┌────────
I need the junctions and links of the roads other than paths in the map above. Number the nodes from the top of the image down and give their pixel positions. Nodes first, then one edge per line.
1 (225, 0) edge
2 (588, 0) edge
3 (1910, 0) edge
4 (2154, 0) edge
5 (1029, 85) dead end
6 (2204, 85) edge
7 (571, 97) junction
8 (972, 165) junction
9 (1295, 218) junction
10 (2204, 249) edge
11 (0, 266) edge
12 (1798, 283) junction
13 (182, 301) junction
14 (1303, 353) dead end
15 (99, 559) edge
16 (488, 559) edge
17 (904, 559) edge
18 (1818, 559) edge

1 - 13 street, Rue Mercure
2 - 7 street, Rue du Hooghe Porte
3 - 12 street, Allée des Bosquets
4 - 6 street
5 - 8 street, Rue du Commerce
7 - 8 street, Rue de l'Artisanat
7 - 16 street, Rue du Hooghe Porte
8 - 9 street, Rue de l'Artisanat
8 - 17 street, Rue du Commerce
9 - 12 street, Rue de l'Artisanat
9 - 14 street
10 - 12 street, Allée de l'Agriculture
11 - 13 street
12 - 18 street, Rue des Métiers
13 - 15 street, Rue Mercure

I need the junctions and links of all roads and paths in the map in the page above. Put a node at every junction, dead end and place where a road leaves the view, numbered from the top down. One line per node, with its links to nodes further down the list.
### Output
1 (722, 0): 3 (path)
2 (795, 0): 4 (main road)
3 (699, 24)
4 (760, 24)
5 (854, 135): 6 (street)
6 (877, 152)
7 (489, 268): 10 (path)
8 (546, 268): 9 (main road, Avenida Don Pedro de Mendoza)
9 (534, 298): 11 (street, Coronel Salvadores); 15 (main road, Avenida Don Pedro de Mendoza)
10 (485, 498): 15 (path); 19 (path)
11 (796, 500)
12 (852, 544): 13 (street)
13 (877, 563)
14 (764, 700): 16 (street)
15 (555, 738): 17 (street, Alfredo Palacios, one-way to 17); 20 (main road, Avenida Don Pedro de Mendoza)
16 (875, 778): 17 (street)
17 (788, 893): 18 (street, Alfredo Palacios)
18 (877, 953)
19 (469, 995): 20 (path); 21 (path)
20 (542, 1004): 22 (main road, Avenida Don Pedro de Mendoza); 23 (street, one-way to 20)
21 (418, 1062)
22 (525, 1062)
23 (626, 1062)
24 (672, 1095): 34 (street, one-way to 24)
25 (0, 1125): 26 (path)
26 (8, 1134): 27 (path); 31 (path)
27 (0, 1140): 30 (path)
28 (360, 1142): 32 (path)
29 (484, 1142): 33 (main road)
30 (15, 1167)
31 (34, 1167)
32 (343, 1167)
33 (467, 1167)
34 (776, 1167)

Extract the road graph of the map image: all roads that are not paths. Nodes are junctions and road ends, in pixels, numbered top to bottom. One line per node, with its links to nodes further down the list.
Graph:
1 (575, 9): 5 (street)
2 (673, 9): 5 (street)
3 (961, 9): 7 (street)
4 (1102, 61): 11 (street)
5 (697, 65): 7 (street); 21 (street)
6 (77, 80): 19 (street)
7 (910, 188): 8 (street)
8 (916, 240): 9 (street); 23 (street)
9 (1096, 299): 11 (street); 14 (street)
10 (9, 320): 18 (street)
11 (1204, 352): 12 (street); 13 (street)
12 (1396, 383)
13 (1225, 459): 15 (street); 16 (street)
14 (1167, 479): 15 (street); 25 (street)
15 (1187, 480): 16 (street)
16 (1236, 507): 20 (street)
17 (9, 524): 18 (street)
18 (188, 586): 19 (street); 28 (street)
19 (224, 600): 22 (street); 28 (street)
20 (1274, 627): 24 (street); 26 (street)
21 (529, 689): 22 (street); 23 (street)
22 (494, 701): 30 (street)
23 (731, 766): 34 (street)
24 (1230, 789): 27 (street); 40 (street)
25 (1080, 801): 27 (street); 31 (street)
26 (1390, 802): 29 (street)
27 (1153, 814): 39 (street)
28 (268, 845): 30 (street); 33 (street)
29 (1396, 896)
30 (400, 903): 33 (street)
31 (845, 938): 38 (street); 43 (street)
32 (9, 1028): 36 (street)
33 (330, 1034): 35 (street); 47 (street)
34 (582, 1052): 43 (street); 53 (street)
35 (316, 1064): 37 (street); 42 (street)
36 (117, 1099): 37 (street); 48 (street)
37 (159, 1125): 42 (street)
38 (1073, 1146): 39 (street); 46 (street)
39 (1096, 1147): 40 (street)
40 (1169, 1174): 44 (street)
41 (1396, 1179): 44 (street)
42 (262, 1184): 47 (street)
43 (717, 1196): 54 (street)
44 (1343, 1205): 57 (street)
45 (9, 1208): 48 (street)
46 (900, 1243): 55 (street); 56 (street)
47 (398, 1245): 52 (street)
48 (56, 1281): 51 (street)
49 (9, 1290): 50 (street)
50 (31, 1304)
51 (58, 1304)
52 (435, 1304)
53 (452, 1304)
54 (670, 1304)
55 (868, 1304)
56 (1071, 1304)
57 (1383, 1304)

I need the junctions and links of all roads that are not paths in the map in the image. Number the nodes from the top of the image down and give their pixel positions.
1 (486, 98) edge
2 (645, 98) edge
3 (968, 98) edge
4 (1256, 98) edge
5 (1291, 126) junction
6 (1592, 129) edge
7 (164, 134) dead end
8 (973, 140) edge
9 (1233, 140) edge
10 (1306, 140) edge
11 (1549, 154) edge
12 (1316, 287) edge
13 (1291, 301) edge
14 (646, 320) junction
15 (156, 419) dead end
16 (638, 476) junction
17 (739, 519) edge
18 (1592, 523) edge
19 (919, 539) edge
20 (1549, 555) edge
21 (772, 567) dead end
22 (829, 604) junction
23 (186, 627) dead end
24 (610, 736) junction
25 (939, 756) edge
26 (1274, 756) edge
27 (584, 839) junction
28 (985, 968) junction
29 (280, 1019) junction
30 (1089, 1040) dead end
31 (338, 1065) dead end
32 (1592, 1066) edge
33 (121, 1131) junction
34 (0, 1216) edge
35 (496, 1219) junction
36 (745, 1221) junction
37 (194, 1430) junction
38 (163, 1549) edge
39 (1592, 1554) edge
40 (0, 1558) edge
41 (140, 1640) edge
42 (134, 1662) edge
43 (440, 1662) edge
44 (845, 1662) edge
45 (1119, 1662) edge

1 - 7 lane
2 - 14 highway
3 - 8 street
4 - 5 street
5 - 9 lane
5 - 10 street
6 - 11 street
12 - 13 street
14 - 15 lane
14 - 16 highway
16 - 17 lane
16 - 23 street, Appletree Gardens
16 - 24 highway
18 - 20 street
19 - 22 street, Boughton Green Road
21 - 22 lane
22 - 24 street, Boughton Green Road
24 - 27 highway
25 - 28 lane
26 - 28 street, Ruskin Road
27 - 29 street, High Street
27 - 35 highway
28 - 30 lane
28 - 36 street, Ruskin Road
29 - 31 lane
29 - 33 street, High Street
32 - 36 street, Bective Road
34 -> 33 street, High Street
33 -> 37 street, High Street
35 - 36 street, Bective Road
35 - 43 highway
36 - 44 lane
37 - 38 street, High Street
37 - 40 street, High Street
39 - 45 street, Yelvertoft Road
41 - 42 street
└────────
**Exercise objective:** Please find out how many lines of the material contain the string "Boughton" and answer with the count alone.

**Answer for this exercise:** 2